The Exile stood still, his face showing only a derisive pity.

“You should have kept running,” he said. “If you had run, you would not have seen me coming, and I might have been merciful.” He shook his head, making a tsking noise. “I cannot allow challenges, Vineart.”

The cat’s-paw shimmered, becoming more solid, and swooped down again. Jerzy fell and rolled on the dry soil, his hand catching onto one of the roots in his way. It burned him, an impossible heat that somehow did not hurt but dug into him, touching the legacies gathered within.

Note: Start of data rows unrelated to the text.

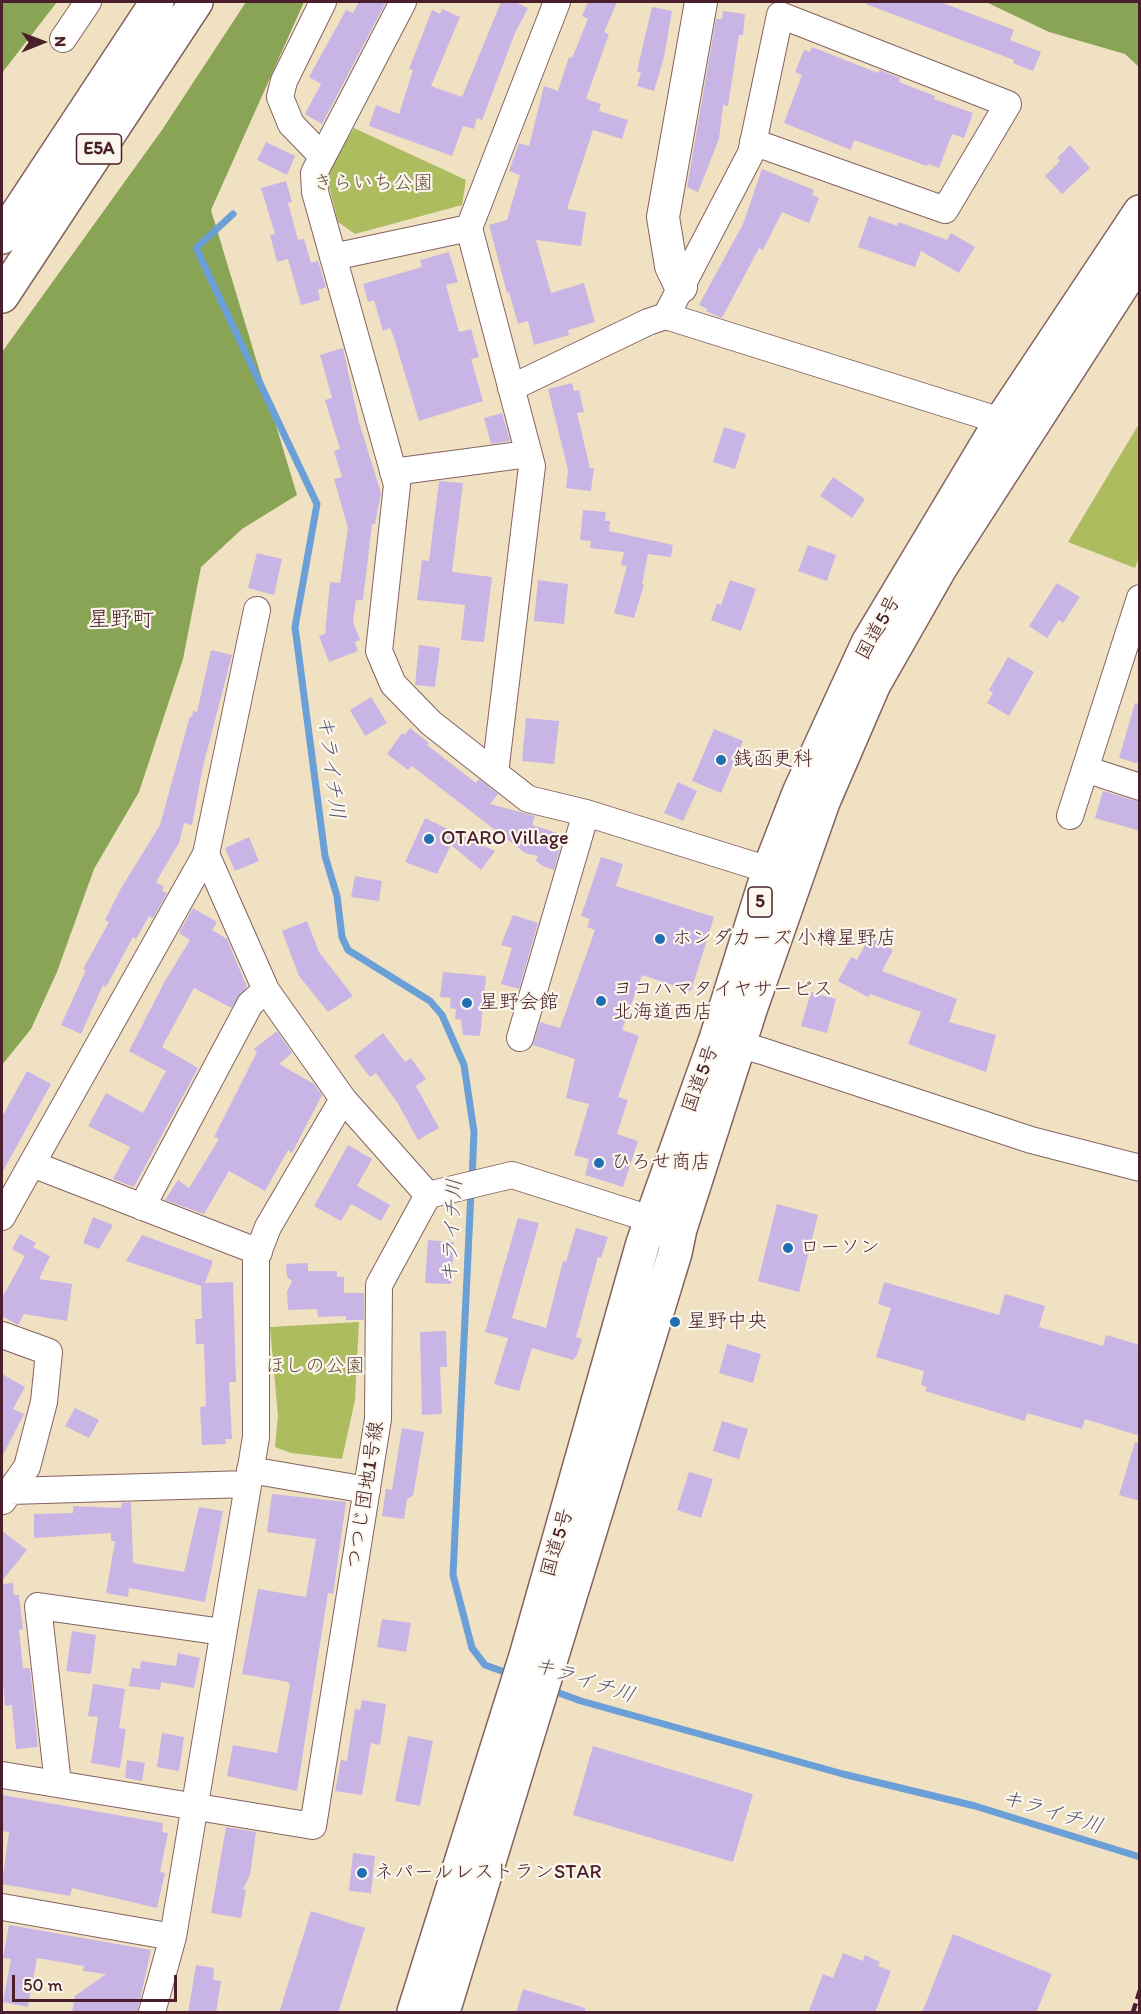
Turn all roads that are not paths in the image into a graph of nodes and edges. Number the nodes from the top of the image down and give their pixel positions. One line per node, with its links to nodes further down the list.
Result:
1 (88, 2): 8 (street)
2 (157, 2): 13 (highway, E5A)
3 (196, 2): 17 (highway, E5A)
4 (323, 2): 10 (street)
5 (403, 2): 10 (street)
6 (557, 2): 12 (street)
7 (701, 2): 16 (street)
8 (63, 39)
9 (753, 142): 9 (street); 16 (street)
10 (322, 156): 14 (street)
11 (1140, 212): 20 (highway, 国道5号 / 5)
12 (469, 228): 14 (street); 19 (street)
13 (2, 237)
14 (333, 257): 22 (street)
15 (1140, 258): 35 (highway, 国道5号 / 5)
16 (681, 287): 18 (street)
17 (2, 296)
18 (666, 316): 19 (street); 20 (street)
19 (511, 388): 21 (street)
20 (1001, 422): 32 (highway, 国道5号 / 5)
21 (528, 454): 22 (street); 27 (street)
22 (393, 472): 27 (street)
23 (1140, 598): 25 (street)
24 (257, 610): 31 (street)
25 (1130, 662): 26 (street)
26 (1085, 769): 28 (street); 30 (street)
27 (495, 773): 29 (street)
28 (1140, 787)
29 (586, 813): 32 (street); 34 (street)
30 (1070, 816)
31 (206, 854): 33 (street); 37 (street)
32 (769, 870): 35 (highway, 国道5号 / 5)
33 (266, 990): 36 (street); 40 (street)
34 (520, 1038)
35 (728, 1042): 38 (street); 42 (highway, 国道5号 / 5)
36 (343, 1099): 39 (street); 43 (street)
37 (32, 1164): 40 (street); 41 (street)
38 (1140, 1168)
39 (439, 1192): 42 (street); 46 (street, つつじ団地1号線)
40 (142, 1207): 43 (street)
41 (2, 1217)
42 (666, 1223): 49 (highway, 国道5号 / 5)
43 (259, 1251): 45 (street)
44 (2, 1335): 47 (street)
45 (249, 1477): 46 (street); 47 (street); 48 (street)
46 (367, 1490): 52 (street, つつじ団地1号線)
47 (6, 1497)
48 (223, 1632): 51 (street); 52 (street)
49 (526, 1696): 56 (highway, 国道5号 / 5); 57 (highway, 国道5号 / 5)
50 (2, 1775): 51 (street)
51 (58, 1784): 52 (street)
52 (195, 1805): 54 (street)
53 (2, 1906): 54 (street)
54 (173, 1937): 55 (street)
55 (152, 2013)
56 (414, 2013)
57 (443, 2013)

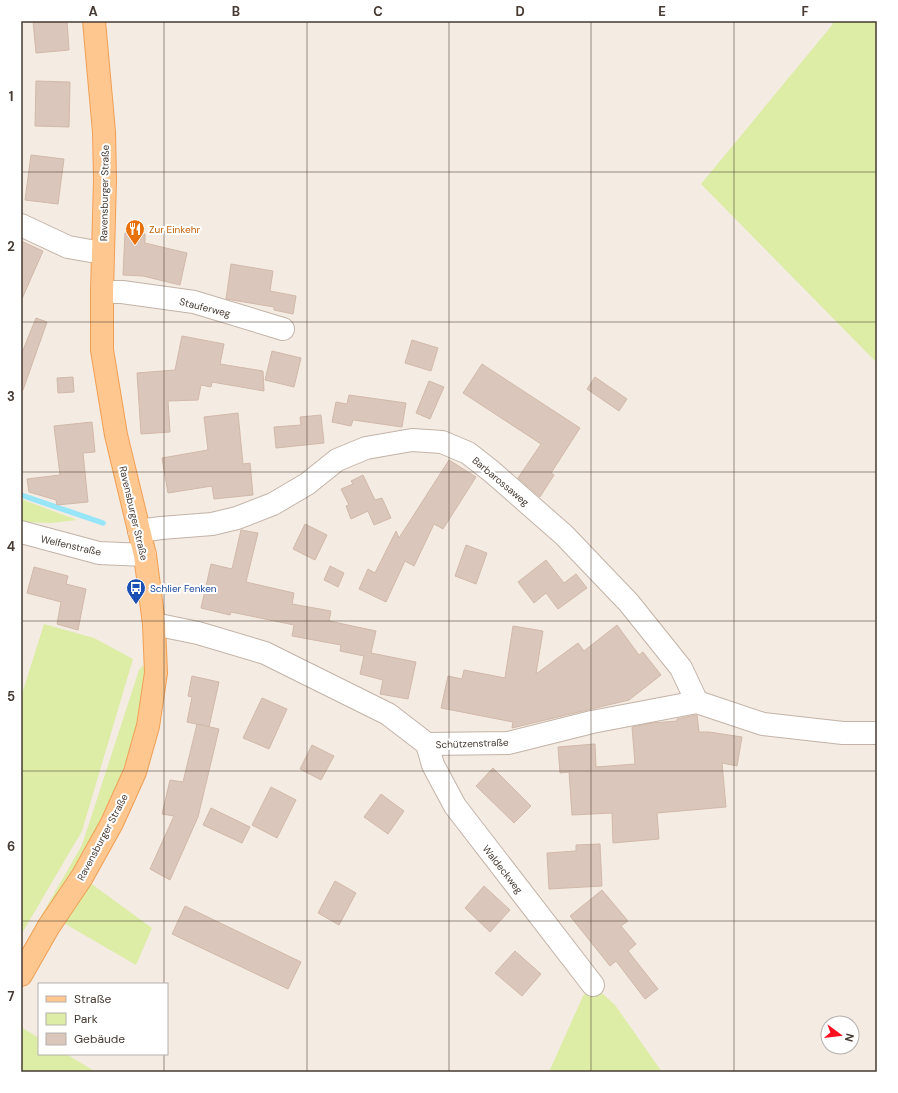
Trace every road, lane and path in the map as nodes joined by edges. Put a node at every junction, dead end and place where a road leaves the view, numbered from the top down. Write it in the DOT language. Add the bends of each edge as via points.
graph roads {
  1 [pos="94,21"];
  2 [pos="21,225"];
  3 [pos="102,253"];
  4 [pos="102,292"];
  5 [pos="283,329"];
  6 [pos="21,532"];
  7 [pos="139,532"];
  8 [pos="145,555"];
  9 [pos="154,624"];
  10 [pos="697,702"];
  11 [pos="877,734"];
  12 [pos="427,744"];
  13 [pos="21,975"];
  14 [pos="593,985"];
  1 -- 3 [label="main road, Ravensburger Straße" via="104,132"];
  2 -- 3 [label="street" via="68,247"];
  3 -- 4 [label="main road, Ravensburger Straße"];
  4 -- 5 [label="street, Stauferweg" via="122,292 194,302"];
  4 -- 7 [label="main road, Ravensburger Straße" via="102,350 116,435"];
  6 -- 8 [label="street, Welfenstraße" via="99,553"];
  7 -- 8 [label="main road, Ravensburger Straße"];
  7 -- 10 [label="street, Barbarossaweg" via="212,524 237,518 273,504 307,484 337,460 366,448 412,440 442,442 468,453 564,536 629,603 681,668"];
  8 -- 9 [label="main road, Ravensburger Straße"];
  9 -- 12 [label="street, Schützenstraße" via="198,633 265,653 388,714"];
  9 -- 13 [label="main road, Ravensburger Straße" via="156,673 148,726 135,772 112,823 82,877"];
  10 -- 11 [label="street, Schützenstraße" via="763,724"];
  10 -- 12 [label="street, Schützenstraße" via="592,722 508,743"];
  12 -- 14 [label="street, Waldeckweg" via="433,765 455,806"];
}
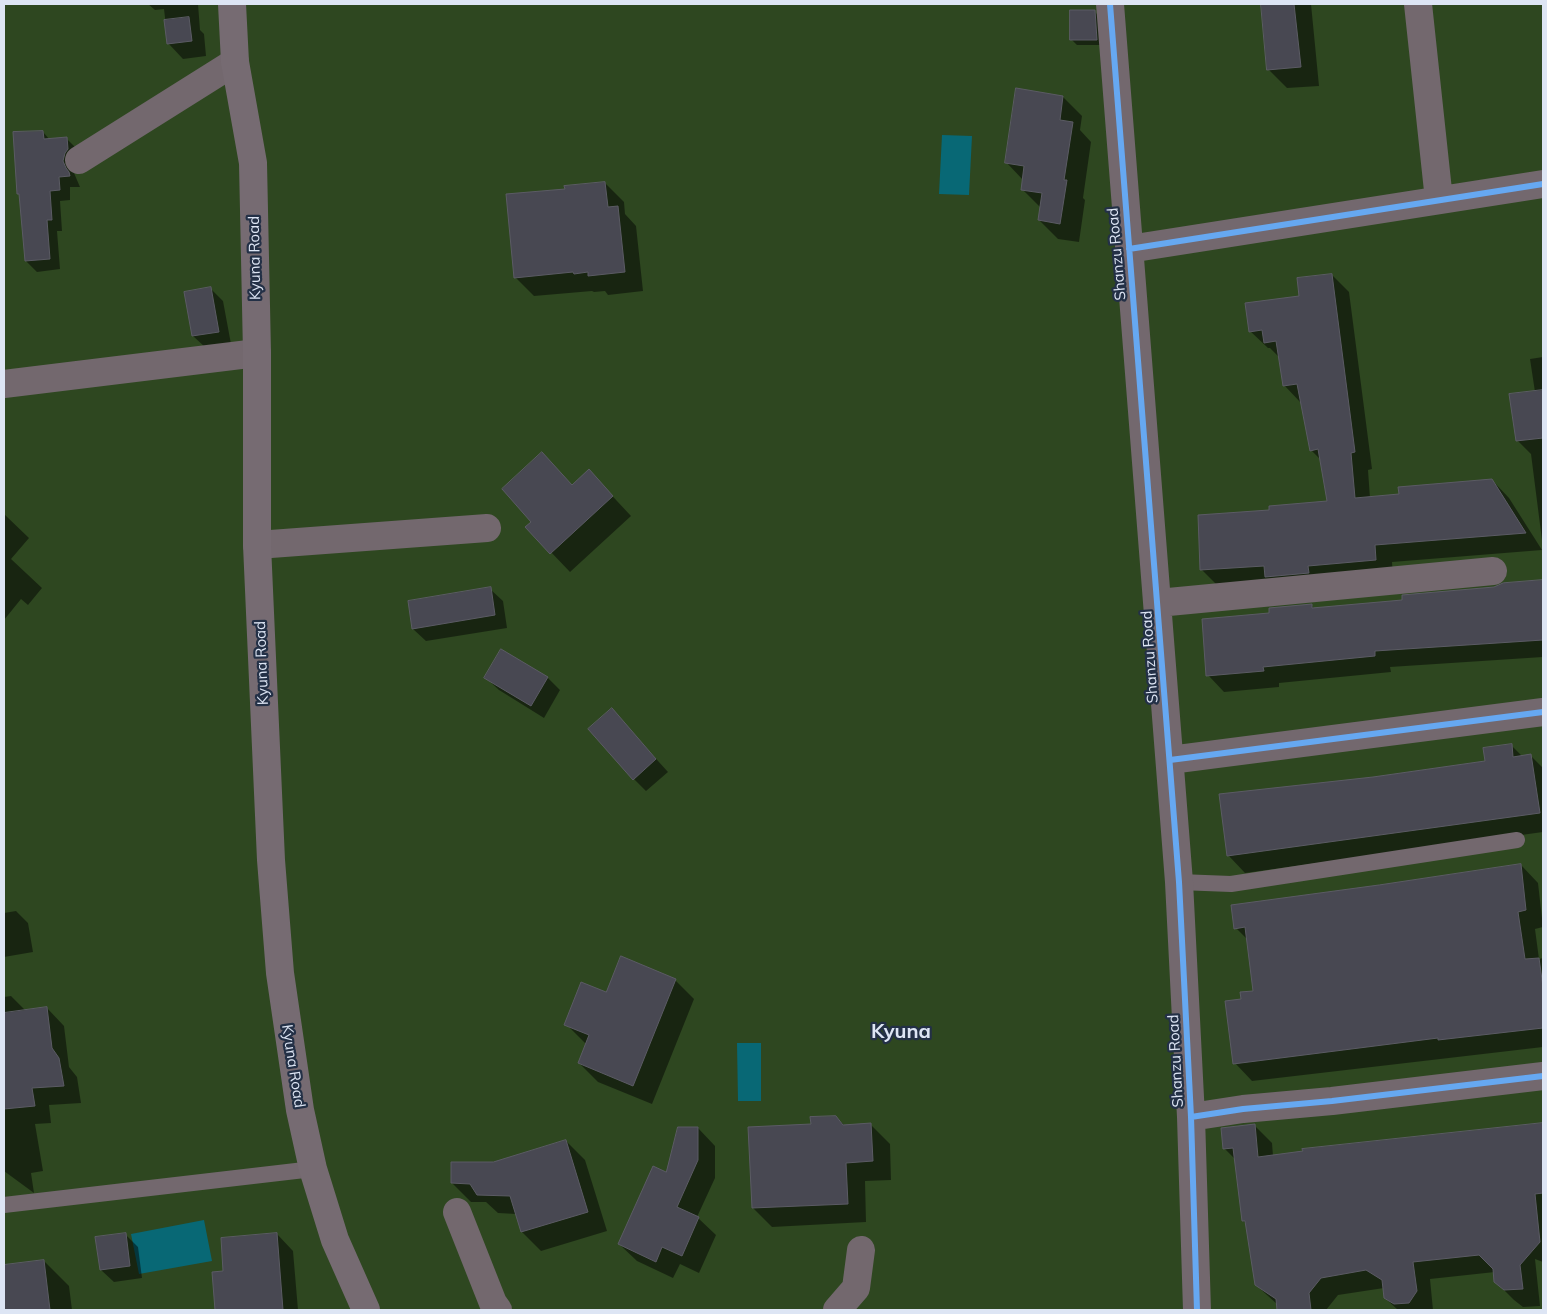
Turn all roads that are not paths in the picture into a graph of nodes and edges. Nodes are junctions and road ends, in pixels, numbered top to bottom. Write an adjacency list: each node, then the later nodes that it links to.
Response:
1 (232, 4): 4 (main road, Kyuna Road)
2 (1110, 4): 8 (street, Shanzu Road)
3 (1418, 4): 7 (street)
4 (235, 62): 5 (street); 9 (main road, Kyuna Road)
5 (79, 160)
6 (1543, 184): 7 (street)
7 (1439, 200): 8 (street)
8 (1129, 249): 14 (street, Shanzu Road)
9 (257, 353): 10 (street); 12 (main road, Kyuna Road)
10 (4, 384)
11 (487, 528): 12 (street)
12 (257, 545): 21 (main road, Kyuna Road)
13 (1493, 571): 14 (street)
14 (1158, 603): 16 (street, Shanzu Road)
15 (1543, 712): 16 (street)
16 (1170, 760): 18 (street, Shanzu Road)
17 (1517, 840): 18 (lane)
18 (1179, 882): 20 (street, Shanzu Road)
19 (1543, 1076): 20 (street)
20 (1191, 1117): 28 (street, Shanzu Road)
21 (313, 1169): 22 (lane); 25 (main road, Kyuna Road)
22 (4, 1205)
23 (457, 1212): 26 (street)
24 (861, 1250): 27 (street)
25 (366, 1310)
26 (498, 1310)
27 (837, 1310)
28 (1197, 1310)

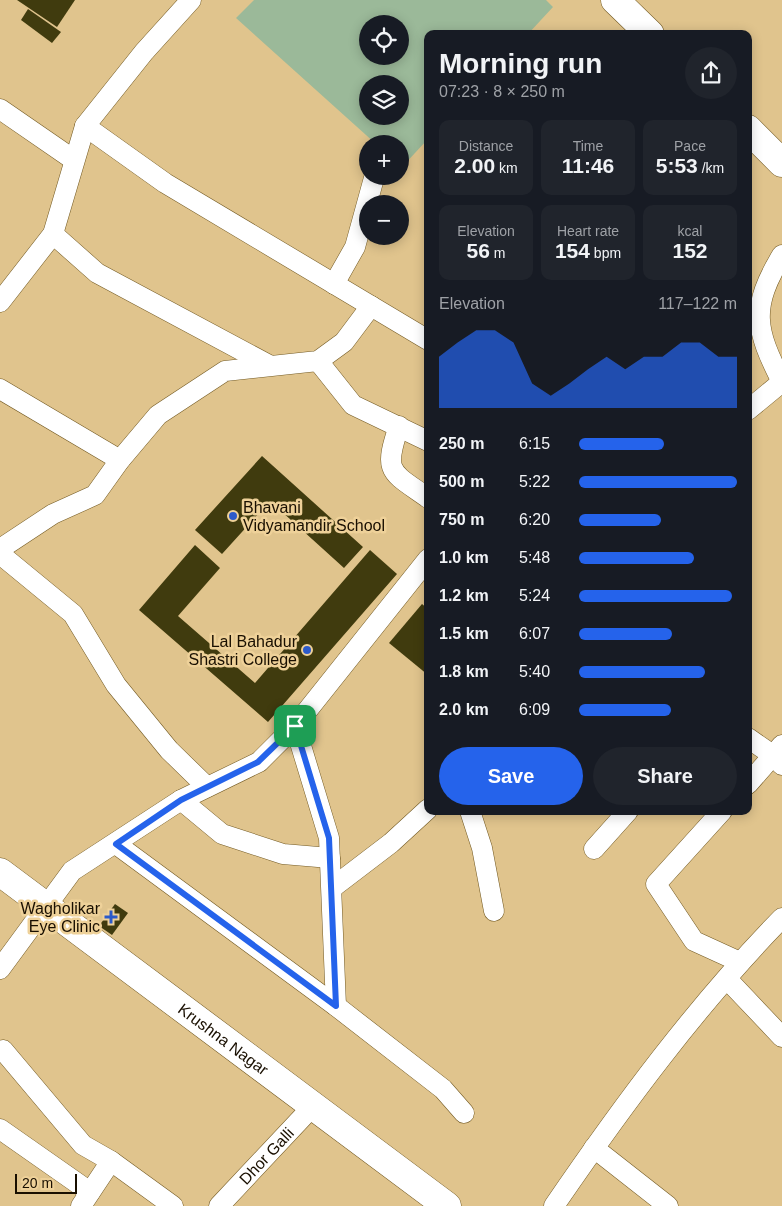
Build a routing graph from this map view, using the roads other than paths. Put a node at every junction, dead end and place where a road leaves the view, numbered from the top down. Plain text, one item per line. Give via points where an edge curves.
1 (191, 0) edge
2 (615, 0) edge
3 (646, 30) edge
4 (0, 109) edge
5 (85, 126) junction
6 (752, 138) edge
7 (74, 160) junction
8 (782, 163) edge
9 (372, 185) edge
10 (53, 234) junction
11 (782, 255) edge
12 (334, 284) junction
13 (0, 302) edge
14 (371, 306) junction
15 (424, 338) edge
16 (318, 361) junction
17 (269, 365) junction
18 (782, 382) edge
19 (0, 389) edge
20 (752, 407) edge
21 (399, 426) junction
22 (424, 439) edge
23 (120, 460) junction
24 (424, 495) edge
25 (0, 549) edge
26 (0, 554) edge
27 (424, 564) edge
28 (295, 726) junction
29 (752, 740) edge
30 (779, 755) edge
31 (752, 780) edge
32 (207, 787) junction
33 (181, 800) junction
34 (424, 813) edge
35 (471, 815) edge
36 (624, 815) edge
37 (718, 815) edge
38 (116, 844) junction
39 (594, 849) dead end
40 (330, 858) junction
41 (0, 872) edge
42 (332, 888) junction
43 (47, 906) junction
44 (494, 911) dead end
45 (782, 918) edge
46 (740, 962) junction
47 (0, 969) edge
48 (727, 979) junction
49 (336, 1006) junction
50 (782, 1037) edge
51 (3, 1050) dead end
52 (313, 1106) junction
53 (464, 1113) dead end
54 (0, 1129) edge
55 (594, 1148) junction
56 (111, 1161) junction
57 (86, 1199) edge
58 (225, 1204) edge
59 (173, 1206) edge
60 (447, 1206) edge
61 (554, 1206) edge
62 (668, 1206) edge

1 - 5 street
2 - 3 main road
4 - 7 street
5 - 7 street
5 - 12 street via 164,183
6 - 8 main road
7 - 10 street
9 - 12 street via 355,248
10 - 13 street
10 - 17 street via 97,273
11 - 18 street via 760,298 758,324 765,348
12 - 14 street
14 - 15 street
14 - 16 street via 344,342
16 - 17 street
16 - 21 street via 353,405
17 - 23 street via 225,371 158,415
18 - 20 street
19 - 23 street
21 - 22 street
21 - 24 street via 389,454 390,464 402,480
23 - 25 street via 95,495 53,514
26 - 32 street via 72,614 116,685 169,750
27 - 28 street
28 - 32 street via 258,762
28 - 40 street via 329,838
29 - 30 street
30 - 31 street
32 - 33 street
33 - 38 street
33 - 40 street via 222,834 283,854
34 - 42 street
35 - 44 street via 482,848
36 - 39 street
37 - 46 street via 656,884 694,941
38 - 43 street via 72,871
38 - 49 street
40 - 42 street
41 - 43 main road, Krushna Nagar
42 - 49 street
43 - 47 street
43 - 52 main road, Krushna Nagar
45 - 46 street
46 - 48 street
48 - 50 street
48 - 55 street via 640,1084
49 - 53 street via 443,1089
51 - 56 street via 83,1145
52 - 58 street, Dhor Galli
52 - 60 main road, Krushna Nagar
54 - 57 street
55 - 61 street
55 - 62 street
56 - 57 street
56 - 59 street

Unblooded. Like the vines of Irfan. Not the First Growth, not quite, not after so many centuries shattered, but untamed, yet untouched by Sin Washer’s curse.

The Exile laughed, reaching down to grab hold of one of the roots, pulling it until the brown length reached hip high. “Decades I have
worked to tame this, to bring it to my service, not serve it. You, wrapped in must-nots and restricted by your own foolishness, you are too weak to manage it, too soft to do what had to be done.”

All for nothing. He had invited the blow, and been unable to counter it. His plan shattered, and despair filled him instead.

“Give me what I want, and the end will be gentle,” the mage said. “I can, too, be kind.”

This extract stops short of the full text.